My review of Game of Thrones

My review of Clash of Kings

And my slow re-read of George R. R. Martin's Song of Ice and Fire series continues with the third installment A Storm of Swords (which is probably one of the worst types of weather to be stuck in, just ask so many characters form this book). Since everyone and their mother has read, watched, or is at least aware of the plot lines in this series I thought I would instead write about my experience with the re-read and point out quotes, passages, and ideas I liked. Expect lots and lots and lots of spoilers for the books and TV show.


When I initially read this series I thought this was the best book of the lot. So much action, twists, amazing characters, and plot development. After reading it again I stand by that assessment. Martin does a stupendous job keeping things moving in an interesting direction for just about all the POV characters. While a lot of the first half of the book is set up, it is expertly written and pays off big time in the second half. Subtle clues that Martin drops bear fruit and once again we are reminded that standard fantasy themes are about as popular in Westeros as Greyscale.

First off we have some pretty awesome new characters. From High Garden we have the Queen of Thorns, Matriarch of the powerful Tyrell family. She is old, sassy, blunt, smart as a whip, and turns some lovely phrases:

"Gallant, yes, and charming, and very clean. He [Renly Baratheon] knew how to dress and he knew how to smile and he knew how to bathe, and somehow he got the notion that this made him fit to be king."


"We should have stayed out of all this bloody foolishness if you ask me, but once the cow's been milked there's no squirting the cream back up her udder."


"His [Lord Tyrell, her son] father was an oaf as well. My husband, the late Lord Luthor. Oh, I loved him well enough, don't mistake me. A kind man, and not unskilled in the bedchamber, but an appalling oaf all the same. He managed to ride off a cliff whilst hawking. they say he was looking up at the sky and paying no mind to where his horse was taking him.

"And now my oaf son is doing the same, only he's riding a lion instead of a pelfry. It is easy to mount a lion and not so easy to get off... Should you ever have a son, Sansa, beat him frequently so he learns to mind you."


[At Joffrey and Margaery's absurdly extravagant wedding] "I do so hope he plays us 'The Rains of Castamere.' It has been an hour, I've forgotten how it goes."

She is played to perfection by the indomitable Diana Rigg, and he scenes with Charles Dance's Lord Tywin were some of the best of seasons three and four.

Another great new character we meet is the Oberyn Martell, brother to the Prince of Dorne and general badass who earned the nickname Red Viper from his amazing snake collection (Hold a moment, I am being told it is because he is rumored to use aggressively nasty poisons on his weapons. Oh well, an honest mistake on my part).
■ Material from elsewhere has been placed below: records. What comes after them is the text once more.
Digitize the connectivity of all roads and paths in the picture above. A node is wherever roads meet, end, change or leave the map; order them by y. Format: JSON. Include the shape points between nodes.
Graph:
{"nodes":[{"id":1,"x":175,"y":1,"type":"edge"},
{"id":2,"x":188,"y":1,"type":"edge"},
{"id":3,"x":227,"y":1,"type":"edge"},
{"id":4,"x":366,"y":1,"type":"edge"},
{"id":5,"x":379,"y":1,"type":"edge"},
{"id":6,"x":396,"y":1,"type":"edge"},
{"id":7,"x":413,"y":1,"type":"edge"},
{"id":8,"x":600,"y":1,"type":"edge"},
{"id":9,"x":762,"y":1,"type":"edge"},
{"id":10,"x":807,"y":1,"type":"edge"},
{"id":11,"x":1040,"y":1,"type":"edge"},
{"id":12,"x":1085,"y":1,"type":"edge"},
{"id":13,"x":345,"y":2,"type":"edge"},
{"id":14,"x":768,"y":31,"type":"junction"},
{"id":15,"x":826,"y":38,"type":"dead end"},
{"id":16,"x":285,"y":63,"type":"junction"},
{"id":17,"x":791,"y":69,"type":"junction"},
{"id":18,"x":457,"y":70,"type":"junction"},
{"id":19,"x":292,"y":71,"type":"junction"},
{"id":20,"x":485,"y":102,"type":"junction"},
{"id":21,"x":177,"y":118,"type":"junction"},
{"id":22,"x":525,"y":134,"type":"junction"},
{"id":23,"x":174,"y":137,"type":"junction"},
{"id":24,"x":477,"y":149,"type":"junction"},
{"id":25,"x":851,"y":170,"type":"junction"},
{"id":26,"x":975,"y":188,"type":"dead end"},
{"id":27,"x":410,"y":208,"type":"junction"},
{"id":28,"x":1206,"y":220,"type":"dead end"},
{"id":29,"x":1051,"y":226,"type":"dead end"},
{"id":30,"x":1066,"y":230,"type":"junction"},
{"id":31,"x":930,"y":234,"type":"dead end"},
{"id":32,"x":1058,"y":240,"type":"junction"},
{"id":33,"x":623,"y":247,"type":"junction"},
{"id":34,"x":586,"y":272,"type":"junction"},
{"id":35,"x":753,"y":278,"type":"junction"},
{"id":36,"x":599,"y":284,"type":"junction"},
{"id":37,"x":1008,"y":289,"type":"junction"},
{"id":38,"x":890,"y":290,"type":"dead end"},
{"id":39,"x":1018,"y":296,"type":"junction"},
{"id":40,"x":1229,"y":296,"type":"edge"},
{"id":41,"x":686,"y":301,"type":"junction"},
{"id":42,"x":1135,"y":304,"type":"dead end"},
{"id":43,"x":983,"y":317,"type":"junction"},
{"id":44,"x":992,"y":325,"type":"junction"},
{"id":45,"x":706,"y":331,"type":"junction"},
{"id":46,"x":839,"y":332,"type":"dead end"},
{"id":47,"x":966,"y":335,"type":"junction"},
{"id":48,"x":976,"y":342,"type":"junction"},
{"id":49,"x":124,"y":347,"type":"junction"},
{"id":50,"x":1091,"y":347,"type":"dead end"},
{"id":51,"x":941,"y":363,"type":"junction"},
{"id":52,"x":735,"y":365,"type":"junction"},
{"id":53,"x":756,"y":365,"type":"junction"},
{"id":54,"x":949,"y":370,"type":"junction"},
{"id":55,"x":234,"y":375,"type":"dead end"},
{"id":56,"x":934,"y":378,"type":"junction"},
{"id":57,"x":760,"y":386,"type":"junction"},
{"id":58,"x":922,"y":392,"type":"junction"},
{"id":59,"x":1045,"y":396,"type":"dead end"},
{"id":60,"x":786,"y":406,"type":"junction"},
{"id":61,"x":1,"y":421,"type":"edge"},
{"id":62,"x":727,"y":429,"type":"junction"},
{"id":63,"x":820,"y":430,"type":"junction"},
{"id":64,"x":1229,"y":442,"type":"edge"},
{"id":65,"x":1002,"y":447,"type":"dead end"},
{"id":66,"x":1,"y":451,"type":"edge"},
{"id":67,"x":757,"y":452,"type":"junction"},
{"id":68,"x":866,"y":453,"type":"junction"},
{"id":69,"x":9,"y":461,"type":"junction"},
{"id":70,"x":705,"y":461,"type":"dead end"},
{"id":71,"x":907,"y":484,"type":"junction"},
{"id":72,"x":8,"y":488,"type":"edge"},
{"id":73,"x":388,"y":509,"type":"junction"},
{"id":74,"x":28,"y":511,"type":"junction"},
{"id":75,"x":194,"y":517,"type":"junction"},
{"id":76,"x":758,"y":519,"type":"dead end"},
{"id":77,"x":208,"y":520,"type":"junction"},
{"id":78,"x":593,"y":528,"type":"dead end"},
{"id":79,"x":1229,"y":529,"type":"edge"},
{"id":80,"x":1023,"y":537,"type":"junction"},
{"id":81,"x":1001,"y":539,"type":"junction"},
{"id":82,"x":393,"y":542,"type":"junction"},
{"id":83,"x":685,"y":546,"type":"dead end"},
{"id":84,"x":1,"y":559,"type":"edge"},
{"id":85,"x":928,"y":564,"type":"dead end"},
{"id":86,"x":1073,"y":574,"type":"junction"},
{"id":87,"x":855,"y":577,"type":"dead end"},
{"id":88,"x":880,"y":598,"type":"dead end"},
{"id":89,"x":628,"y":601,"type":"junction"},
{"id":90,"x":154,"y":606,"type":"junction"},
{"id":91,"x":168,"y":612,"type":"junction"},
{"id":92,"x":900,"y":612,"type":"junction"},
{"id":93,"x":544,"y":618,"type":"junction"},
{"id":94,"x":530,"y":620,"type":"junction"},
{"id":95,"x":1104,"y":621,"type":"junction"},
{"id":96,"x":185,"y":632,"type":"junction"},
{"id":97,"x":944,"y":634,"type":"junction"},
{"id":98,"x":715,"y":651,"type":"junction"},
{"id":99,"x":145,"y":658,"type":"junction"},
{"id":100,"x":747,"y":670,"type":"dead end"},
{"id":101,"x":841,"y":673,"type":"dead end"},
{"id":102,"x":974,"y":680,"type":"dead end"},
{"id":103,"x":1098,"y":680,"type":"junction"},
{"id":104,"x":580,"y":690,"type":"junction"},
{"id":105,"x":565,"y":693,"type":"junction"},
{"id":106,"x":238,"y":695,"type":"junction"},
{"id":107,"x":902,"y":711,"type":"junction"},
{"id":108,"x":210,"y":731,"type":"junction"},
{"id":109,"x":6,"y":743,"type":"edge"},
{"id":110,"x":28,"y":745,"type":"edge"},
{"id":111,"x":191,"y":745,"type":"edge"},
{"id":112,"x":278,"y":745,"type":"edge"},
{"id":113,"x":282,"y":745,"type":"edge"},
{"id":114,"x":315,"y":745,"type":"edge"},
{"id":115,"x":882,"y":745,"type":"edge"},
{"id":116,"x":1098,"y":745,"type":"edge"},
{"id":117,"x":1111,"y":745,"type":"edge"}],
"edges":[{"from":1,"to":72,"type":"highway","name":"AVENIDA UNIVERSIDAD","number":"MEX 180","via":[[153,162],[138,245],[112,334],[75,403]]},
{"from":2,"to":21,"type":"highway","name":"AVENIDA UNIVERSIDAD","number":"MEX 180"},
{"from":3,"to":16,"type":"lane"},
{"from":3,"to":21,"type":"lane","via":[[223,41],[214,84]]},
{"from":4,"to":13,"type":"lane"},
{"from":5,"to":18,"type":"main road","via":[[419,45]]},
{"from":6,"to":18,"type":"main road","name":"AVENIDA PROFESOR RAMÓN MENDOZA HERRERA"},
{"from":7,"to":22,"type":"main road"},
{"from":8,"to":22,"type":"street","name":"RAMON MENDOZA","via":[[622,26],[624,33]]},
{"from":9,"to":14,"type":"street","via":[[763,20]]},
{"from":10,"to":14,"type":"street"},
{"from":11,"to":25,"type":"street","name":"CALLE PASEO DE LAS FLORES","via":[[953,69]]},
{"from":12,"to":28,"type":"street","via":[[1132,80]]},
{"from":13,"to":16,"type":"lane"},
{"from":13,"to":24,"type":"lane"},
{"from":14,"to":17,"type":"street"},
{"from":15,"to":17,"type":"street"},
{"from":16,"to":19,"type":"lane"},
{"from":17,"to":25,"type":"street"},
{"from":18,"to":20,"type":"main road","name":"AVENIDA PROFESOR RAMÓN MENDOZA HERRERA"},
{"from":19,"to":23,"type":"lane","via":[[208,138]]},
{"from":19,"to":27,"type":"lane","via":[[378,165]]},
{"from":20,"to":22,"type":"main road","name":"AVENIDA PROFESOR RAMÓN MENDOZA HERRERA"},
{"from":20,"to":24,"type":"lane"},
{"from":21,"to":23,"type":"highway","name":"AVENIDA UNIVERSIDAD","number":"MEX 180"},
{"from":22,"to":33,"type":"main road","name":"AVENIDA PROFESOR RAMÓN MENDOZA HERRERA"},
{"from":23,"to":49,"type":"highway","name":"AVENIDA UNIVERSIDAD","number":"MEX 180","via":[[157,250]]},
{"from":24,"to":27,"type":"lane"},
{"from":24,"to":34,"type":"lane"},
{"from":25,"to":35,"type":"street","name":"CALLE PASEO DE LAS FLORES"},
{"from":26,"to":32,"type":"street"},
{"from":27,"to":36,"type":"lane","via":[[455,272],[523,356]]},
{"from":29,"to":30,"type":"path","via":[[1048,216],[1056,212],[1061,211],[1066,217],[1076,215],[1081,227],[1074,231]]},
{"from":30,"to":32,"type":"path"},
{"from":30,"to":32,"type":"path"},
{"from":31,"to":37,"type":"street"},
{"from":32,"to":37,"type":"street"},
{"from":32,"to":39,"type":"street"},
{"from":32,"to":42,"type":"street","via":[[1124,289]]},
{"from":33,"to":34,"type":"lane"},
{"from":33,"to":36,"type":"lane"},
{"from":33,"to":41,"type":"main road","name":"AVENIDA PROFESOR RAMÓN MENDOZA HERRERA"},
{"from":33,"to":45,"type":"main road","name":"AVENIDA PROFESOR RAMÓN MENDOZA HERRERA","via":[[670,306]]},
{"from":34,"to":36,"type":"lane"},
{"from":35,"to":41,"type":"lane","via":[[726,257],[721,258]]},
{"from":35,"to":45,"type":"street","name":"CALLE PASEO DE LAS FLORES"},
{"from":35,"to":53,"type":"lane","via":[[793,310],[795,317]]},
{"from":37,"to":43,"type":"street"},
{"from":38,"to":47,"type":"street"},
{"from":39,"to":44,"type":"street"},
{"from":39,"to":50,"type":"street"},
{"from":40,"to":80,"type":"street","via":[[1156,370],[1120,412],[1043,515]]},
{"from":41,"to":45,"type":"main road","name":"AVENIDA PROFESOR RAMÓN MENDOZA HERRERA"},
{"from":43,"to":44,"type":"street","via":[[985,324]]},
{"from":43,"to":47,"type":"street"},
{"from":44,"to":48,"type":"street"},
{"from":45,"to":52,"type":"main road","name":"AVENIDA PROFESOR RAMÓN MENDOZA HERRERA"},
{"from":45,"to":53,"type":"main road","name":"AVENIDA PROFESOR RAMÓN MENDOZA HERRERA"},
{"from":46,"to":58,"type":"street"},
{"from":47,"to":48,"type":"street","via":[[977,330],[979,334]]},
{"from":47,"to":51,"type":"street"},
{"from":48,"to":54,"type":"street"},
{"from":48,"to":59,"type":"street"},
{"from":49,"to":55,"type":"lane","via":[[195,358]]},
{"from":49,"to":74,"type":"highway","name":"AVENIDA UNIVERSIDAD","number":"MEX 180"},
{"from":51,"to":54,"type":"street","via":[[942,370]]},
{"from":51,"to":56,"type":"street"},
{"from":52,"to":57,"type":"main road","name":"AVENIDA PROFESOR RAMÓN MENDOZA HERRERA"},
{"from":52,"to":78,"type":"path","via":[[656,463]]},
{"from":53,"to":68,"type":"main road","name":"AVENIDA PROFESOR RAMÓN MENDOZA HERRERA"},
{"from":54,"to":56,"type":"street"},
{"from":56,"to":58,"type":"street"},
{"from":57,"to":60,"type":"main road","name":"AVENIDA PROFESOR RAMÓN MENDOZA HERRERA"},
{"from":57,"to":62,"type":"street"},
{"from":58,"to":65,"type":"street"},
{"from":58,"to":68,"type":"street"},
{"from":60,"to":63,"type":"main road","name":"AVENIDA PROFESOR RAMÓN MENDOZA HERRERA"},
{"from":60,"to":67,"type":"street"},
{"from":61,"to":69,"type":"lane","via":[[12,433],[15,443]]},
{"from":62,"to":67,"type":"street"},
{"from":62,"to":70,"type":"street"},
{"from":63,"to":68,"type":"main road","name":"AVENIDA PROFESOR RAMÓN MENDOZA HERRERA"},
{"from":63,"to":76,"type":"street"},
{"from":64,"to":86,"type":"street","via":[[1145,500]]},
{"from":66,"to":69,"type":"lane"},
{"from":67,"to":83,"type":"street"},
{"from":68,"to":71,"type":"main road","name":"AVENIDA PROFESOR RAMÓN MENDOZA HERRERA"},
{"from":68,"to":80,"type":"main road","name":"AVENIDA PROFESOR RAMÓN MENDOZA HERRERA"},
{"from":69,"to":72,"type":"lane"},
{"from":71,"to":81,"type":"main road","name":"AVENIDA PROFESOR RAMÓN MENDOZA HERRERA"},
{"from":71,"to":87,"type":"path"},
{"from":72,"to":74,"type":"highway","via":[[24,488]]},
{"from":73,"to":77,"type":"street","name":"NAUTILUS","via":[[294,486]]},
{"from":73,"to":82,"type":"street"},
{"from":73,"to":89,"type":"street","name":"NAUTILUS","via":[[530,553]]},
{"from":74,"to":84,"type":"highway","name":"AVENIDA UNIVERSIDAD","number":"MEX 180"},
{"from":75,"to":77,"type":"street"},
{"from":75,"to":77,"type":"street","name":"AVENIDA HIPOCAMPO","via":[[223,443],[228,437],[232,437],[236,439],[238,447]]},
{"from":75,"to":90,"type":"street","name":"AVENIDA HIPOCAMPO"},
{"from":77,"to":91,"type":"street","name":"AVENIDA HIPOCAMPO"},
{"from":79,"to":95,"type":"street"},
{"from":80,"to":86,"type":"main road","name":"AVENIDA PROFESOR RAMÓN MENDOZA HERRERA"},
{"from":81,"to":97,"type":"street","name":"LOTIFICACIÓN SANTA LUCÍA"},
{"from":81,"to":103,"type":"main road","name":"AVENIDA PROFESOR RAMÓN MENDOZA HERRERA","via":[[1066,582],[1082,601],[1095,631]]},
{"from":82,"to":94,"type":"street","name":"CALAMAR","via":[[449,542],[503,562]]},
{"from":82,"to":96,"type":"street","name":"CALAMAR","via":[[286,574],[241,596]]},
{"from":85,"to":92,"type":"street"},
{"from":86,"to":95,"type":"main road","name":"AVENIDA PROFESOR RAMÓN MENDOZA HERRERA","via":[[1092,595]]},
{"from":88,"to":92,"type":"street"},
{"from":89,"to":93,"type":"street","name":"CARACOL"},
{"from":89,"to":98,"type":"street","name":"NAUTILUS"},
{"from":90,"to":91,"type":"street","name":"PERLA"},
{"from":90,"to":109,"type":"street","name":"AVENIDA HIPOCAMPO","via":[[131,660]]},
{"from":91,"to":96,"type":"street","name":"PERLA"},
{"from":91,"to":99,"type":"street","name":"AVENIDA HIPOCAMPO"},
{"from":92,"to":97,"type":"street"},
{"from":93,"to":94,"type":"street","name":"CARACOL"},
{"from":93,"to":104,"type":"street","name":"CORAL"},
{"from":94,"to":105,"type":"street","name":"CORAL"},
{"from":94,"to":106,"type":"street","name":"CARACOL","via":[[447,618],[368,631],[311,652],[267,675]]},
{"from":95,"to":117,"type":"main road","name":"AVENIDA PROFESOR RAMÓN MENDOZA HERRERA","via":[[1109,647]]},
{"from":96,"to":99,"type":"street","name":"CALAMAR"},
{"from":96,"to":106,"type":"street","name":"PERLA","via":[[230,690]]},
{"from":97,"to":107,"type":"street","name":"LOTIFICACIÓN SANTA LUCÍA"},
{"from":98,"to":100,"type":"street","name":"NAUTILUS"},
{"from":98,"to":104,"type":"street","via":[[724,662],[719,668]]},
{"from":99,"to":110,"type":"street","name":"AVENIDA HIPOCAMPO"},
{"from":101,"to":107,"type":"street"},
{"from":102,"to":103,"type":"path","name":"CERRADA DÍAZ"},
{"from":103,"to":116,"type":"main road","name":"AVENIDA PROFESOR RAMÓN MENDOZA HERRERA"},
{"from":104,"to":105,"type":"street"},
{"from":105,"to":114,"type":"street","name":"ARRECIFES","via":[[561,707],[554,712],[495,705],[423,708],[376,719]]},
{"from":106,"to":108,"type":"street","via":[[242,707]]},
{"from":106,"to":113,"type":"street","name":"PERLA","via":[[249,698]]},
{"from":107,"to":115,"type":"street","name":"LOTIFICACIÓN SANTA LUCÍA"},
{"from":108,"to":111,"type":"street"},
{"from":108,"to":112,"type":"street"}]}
The High Septon began with a prayer, asking the Father Above to guide them to justice. When he was done the father below [Lord Tywin] leaned forward to say, "Tyrion, did you kill King Joffrey?"

He would not waste a heartbeat. "No."

"Well, that's a relief," said Oberyn Martell dryly.


Oberyn abruptly changed the subject. "It's said there are to be seventy-seven dishes served at the king's wedding feast."

"Are you hungry, my prince?"

"I have hungered for a long time. though not for food. Pray tell me, when will the justice be served?"
(Yes, even badass warriors can tell terrible Dad jokes.)


But hands down, he probably had one of the greatest one-on-one fight scenes in all the books when he showed down with The Mountain that Rides. Pedro Pascal absolutely rocked this character in the show and owned just about every scene he was in.

Rereading this book gave me a better context to understand some things. Like this amazingly prescient prophecy given by an ancient, tiny woman:

"I dreamt I saw a shadow with a burning heart butchering a golden stag, aye (view spoiler). I dreamt of a man without a face, waiting on a bridge that swayed and swung. On his shoulder perched a drowned crow with seaweed hanging form his wings (view spoiler). I dreamt of a roaring river and a woman that was a fish. Dead, she drifted, with red tears on her cheeks, but when her eyes did open, oh, I woke from terror (view spoiler)."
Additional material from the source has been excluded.